Brunswick House is a large Georgian mansion in Vauxhall, in the London borough of Lambeth. 

Brunswick House dates back to the mid seventeenth century (the vaulted cellar still gives an idea of its size). The house was extended in 1758 on freehold land owned by the Dawson family, purchased by Richard Dawson in 1737. In 1776 it was described as a 'mansion house, with offices, coach-house, and stable, lately erected by John Dawson' (Richard Dawson's nephew and heir). The site of the house and gardens measured nearly three acres and included a piece of land with a timber dock on lease from the Dean of Canterbury.

In 1791 the house, which was then called Belmont House, was divided into two; the larger or southwestern portion was leased to a Mr David Hunter and the other portion was leased to a Mr William Anderson. Hunter's half was sold to the Gas Light and Coke Company in 1845 and purchased by the London and South Western Railway Company in 1854.

In 1811 Anderson's half was purchased by Frederick William, Duke of Brunswick-Wolfenbuttel. The Duke was a bitter opponent of Napoleon's domination of Germany, and escaped to England after taking part in the Battle of Wagram. He returned to Brunswick in 1813 to raise fresh troops, but two years later was killed at the Battle of Quatre Bras. His part of Belmont House was also purchased by the Gas Company and sold to the Railway Company in 1855.

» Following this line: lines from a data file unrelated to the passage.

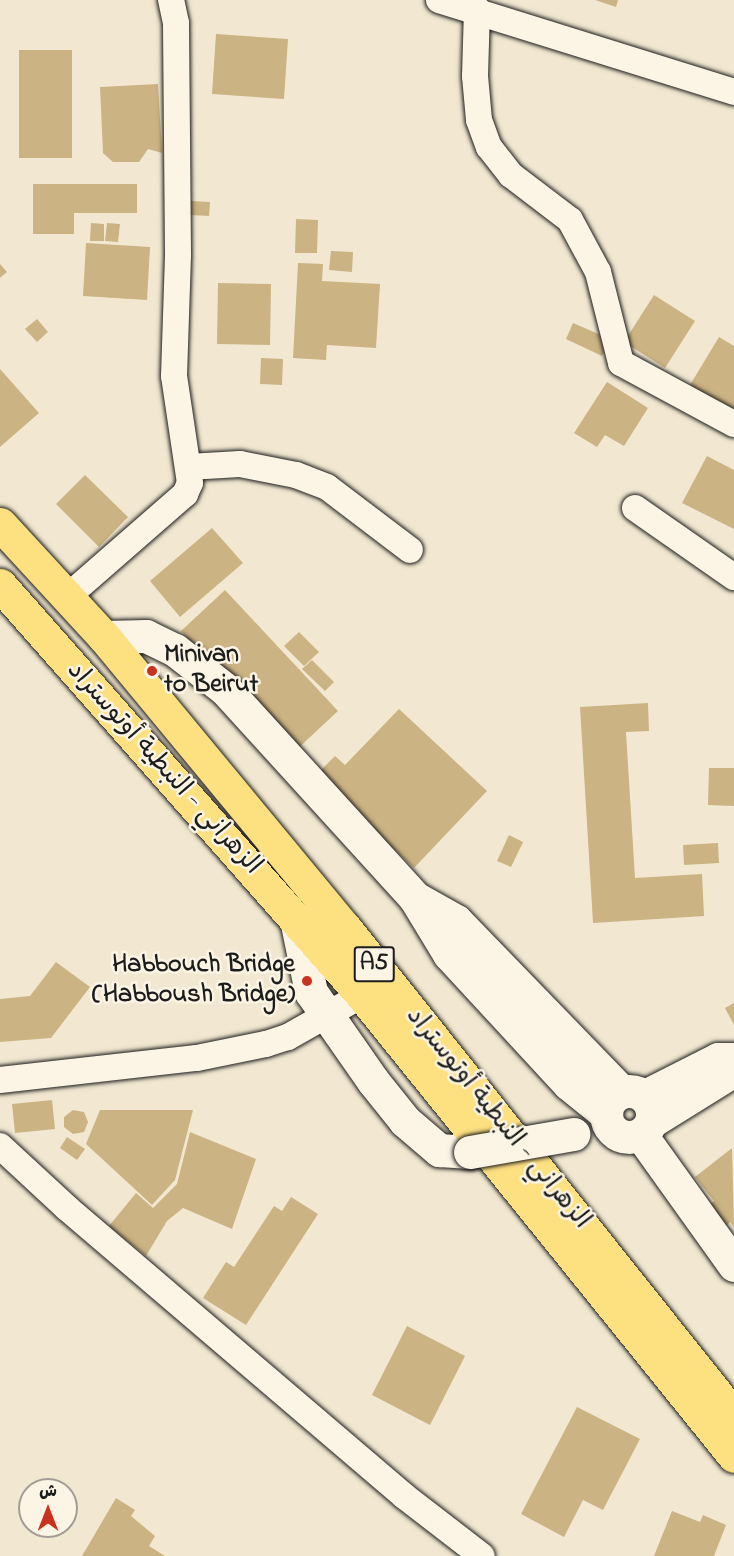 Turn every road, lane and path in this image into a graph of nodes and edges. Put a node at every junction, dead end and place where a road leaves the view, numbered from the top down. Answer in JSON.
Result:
{"nodes":[{"id":1,"x":171,"y":0,"type":"edge"},
{"id":2,"x":439,"y":0,"type":"edge"},
{"id":3,"x":477,"y":9,"type":"junction"},
{"id":4,"x":734,"y":92,"type":"edge"},
{"id":5,"x":734,"y":424,"type":"edge"},
{"id":6,"x":188,"y":467,"type":"junction"},
{"id":7,"x":635,"y":508,"type":"dead end"},
{"id":8,"x":0,"y":524,"type":"edge"},
{"id":9,"x":410,"y":550,"type":"dead end"},
{"id":10,"x":734,"y":577,"type":"edge"},
{"id":11,"x":0,"y":585,"type":"edge"},
{"id":12,"x":67,"y":597,"type":"junction"},
{"id":13,"x":104,"y":637,"type":"junction"},
{"id":14,"x":296,"y":919,"type":"junction"},
{"id":15,"x":362,"y":995,"type":"junction"},
{"id":16,"x":324,"y":1016,"type":"junction"},
{"id":17,"x":734,"y":1059,"type":"edge"},
{"id":18,"x":734,"y":1070,"type":"edge"},
{"id":19,"x":0,"y":1080,"type":"edge"},
{"id":20,"x":629,"y":1114,"type":"junction"},
{"id":21,"x":0,"y":1146,"type":"edge"},
{"id":22,"x":734,"y":1265,"type":"edge"},
{"id":23,"x":734,"y":1416,"type":"edge"},
{"id":24,"x":734,"y":1456,"type":"edge"},
{"id":25,"x":482,"y":1556,"type":"edge"}],
"edges":[{"from":1,"to":6,"type":"street"},
{"from":2,"to":3,"type":"street"},
{"from":3,"to":4,"type":"street"},
{"from":3,"to":5,"type":"street"},
{"from":6,"to":9,"type":"street"},
{"from":6,"to":12,"type":"street"},
{"from":7,"to":10,"type":"street"},
{"from":8,"to":12,"type":"highway","name":"الزهراني - النبطية أوتوستراد","number":"A5"},
{"from":11,"to":14,"type":"highway","name":"الزهراني - النبطية أوتوستراد","number":"A5"},
{"from":12,"to":13,"type":"highway","name":"الزهراني - النبطية أوتوستراد","number":"A5"},
{"from":13,"to":20,"type":"main road"},
{"from":13,"to":23,"type":"highway","name":"الزهراني - النبطية أوتوستراد","number":"A5"},
{"from":14,"to":15,"type":"highway","name":"الزهراني - النبطية أوتوستراد","number":"A5"},
{"from":14,"to":16,"type":"main road"},
{"from":15,"to":16,"type":"street"},
{"from":15,"to":24,"type":"highway","name":"الزهراني - النبطية أوتوستراد","number":"A5"},
{"from":16,"to":19,"type":"street"},
{"from":16,"to":20,"type":"main road","bridge":true},
{"from":17,"to":20,"type":"main road"},
{"from":18,"to":20,"type":"main road"},
{"from":20,"to":22,"type":"main road"},
{"from":21,"to":25,"type":"street"}]}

Hymnodist Henry Williams Baker was born at Brunswick (then Belmont) House on May 27, 1821.

In January 1860 a fire severely damaged the Eastern part of the house. Within a few years the recently formed London and South West Railway Company had purchased the whole building and re-united the two parts. It became the goods' yard and locomotive works offices with the upper floors given over to a Scientific and Literary Institute for the railway's staff.

The house remained in railway ownership until 1994 when it was sold to the railway staff association that was in occupation even though the adjacent railway yards had closed in 1967. The railwayman's association sold the house again in 2002.

During the two years from 2002 to 2004 the building was squatted and extensively vandalised. A hundred and fifty years of railwaymen's club's papers and record books were burnt or stolen.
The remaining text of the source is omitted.